WHAT IS NEEDED
Lines of the data that contain the word "lists" are the ones to copy.

THE DATA
--

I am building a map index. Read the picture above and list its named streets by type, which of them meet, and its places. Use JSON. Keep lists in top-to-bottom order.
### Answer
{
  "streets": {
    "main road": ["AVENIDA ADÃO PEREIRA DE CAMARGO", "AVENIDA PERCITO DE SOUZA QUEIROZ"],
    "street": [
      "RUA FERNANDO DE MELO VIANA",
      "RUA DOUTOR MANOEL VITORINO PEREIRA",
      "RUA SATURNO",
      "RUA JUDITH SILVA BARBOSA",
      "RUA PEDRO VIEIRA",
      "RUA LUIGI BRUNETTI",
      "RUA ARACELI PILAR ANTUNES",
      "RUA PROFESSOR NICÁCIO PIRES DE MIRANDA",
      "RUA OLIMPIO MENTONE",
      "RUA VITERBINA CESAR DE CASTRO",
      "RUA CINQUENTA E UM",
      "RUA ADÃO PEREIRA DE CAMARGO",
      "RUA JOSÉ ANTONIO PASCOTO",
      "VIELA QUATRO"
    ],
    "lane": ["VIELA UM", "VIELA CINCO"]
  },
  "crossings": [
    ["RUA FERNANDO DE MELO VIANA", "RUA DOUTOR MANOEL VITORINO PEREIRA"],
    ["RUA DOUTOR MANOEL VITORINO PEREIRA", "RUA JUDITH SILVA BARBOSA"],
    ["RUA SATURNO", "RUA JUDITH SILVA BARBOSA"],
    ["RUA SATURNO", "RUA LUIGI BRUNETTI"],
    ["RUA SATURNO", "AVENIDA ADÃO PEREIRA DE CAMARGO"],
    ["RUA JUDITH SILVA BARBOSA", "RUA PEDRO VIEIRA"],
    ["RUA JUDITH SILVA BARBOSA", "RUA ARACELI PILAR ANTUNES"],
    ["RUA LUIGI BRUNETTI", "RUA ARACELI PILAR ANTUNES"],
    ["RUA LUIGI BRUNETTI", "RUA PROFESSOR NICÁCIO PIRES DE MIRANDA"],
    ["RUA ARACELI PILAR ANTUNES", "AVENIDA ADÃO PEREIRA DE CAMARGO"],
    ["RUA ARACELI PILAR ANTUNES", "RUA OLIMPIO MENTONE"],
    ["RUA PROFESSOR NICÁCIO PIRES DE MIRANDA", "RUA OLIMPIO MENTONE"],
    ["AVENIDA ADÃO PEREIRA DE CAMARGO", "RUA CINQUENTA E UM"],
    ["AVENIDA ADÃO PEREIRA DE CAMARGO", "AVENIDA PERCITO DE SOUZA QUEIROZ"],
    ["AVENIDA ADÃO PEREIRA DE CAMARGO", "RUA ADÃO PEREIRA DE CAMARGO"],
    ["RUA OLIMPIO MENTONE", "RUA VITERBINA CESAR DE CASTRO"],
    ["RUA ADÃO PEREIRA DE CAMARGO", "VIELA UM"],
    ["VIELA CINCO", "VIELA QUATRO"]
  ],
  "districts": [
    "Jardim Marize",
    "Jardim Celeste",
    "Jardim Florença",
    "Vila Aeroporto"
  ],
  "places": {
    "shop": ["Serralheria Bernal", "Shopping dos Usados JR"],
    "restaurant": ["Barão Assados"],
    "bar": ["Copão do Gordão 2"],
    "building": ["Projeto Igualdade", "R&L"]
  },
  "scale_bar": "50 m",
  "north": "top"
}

--

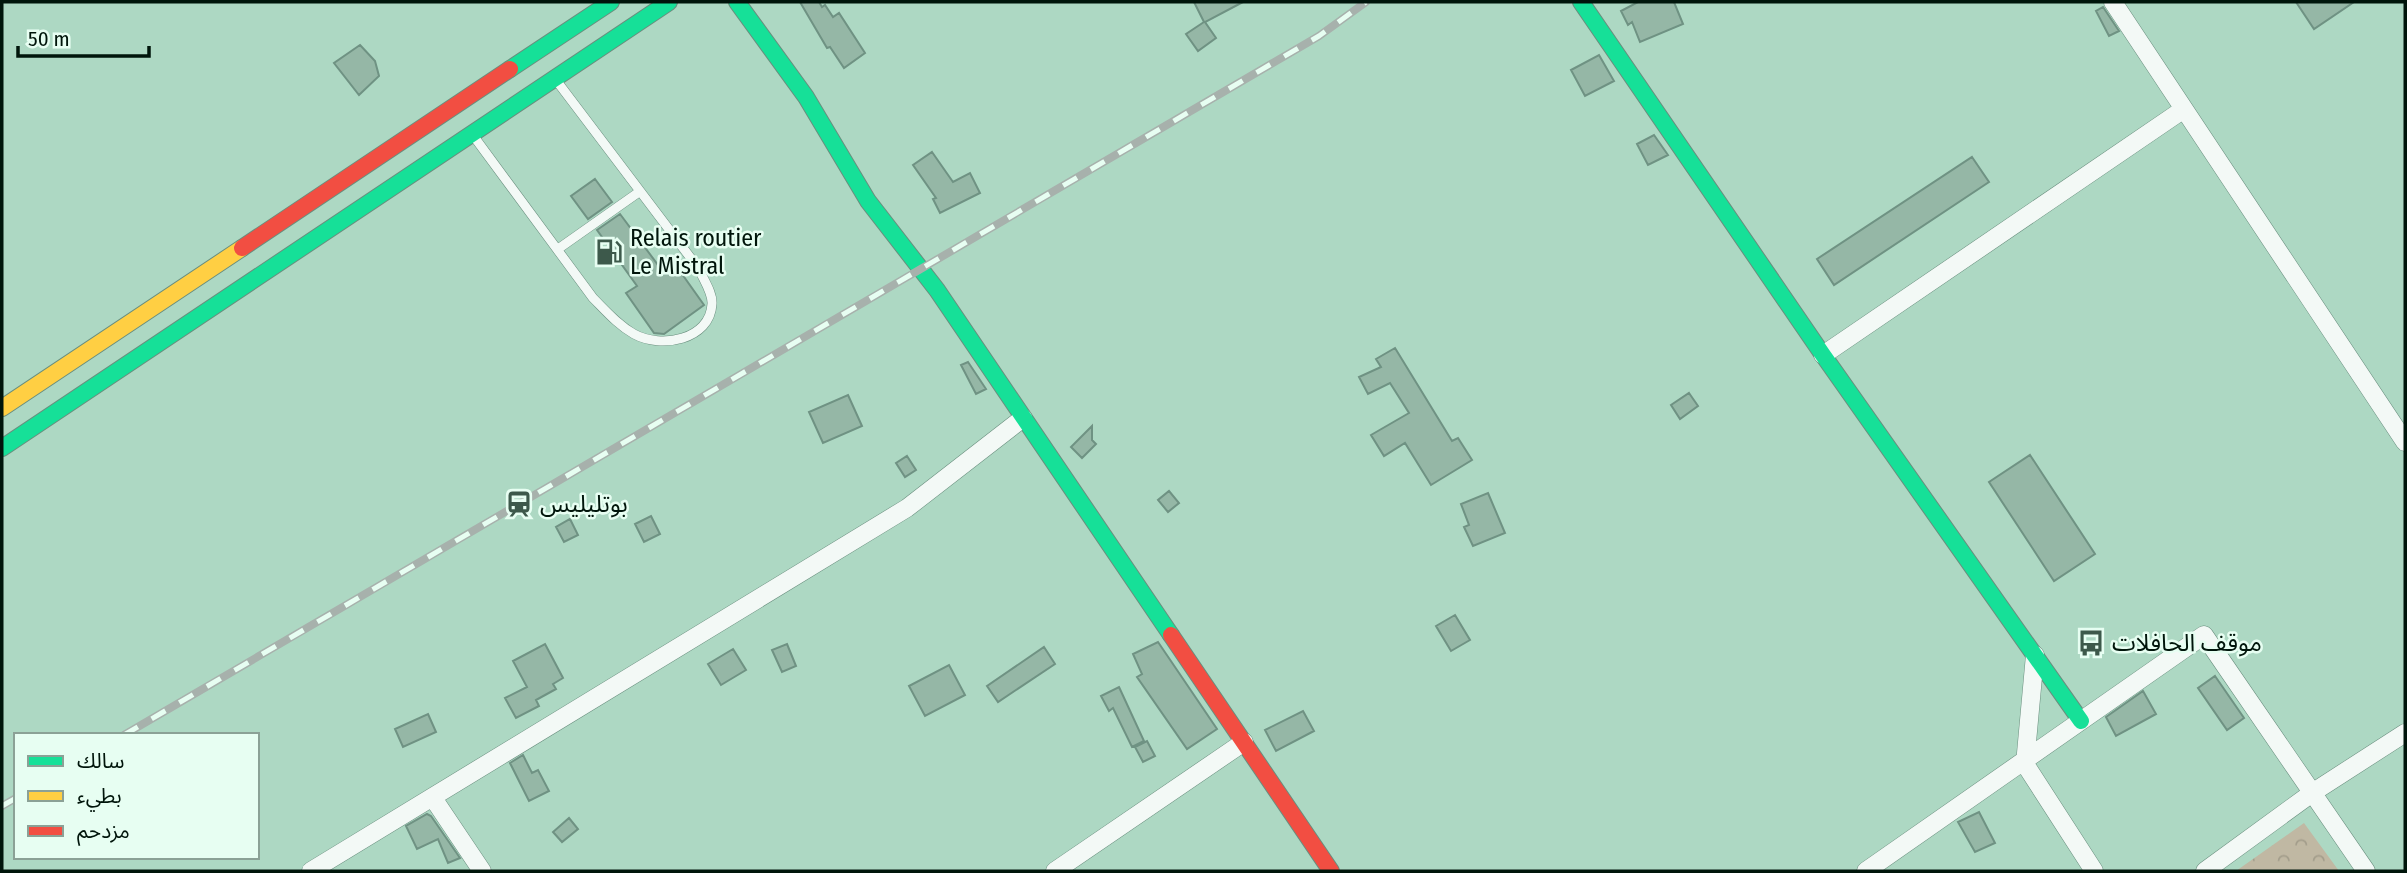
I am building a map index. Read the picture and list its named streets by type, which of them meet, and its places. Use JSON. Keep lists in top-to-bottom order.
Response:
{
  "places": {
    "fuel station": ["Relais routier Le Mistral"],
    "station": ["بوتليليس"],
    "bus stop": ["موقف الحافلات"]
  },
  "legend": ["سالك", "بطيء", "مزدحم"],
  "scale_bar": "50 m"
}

--

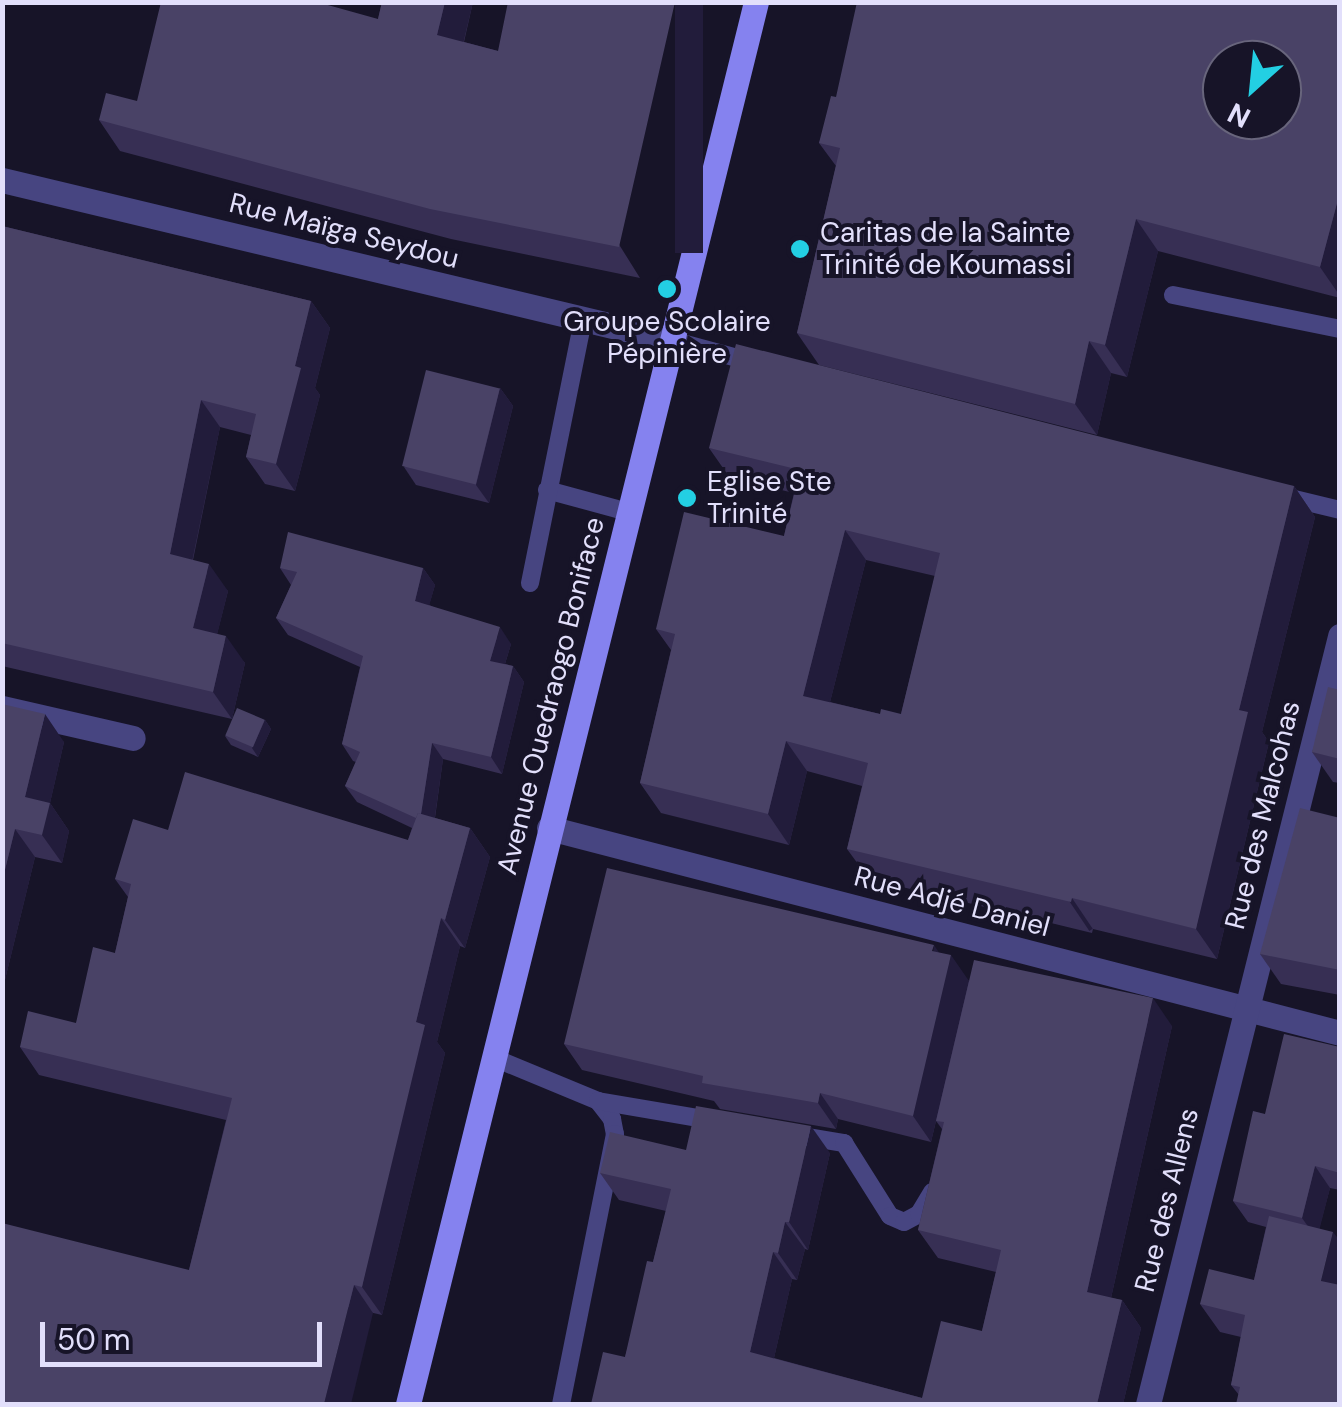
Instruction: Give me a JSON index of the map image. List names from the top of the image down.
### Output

--

REPLY
I am building a map index. Read the picture above and list its named streets by type, which of them meet, and its places. Use JSON. Keep lists in top-to-bottom order.
I am building a map index. Read the picture and list its named streets by type, which of them meet, and its places. Use JSON. Keep lists in top-to-bottom order.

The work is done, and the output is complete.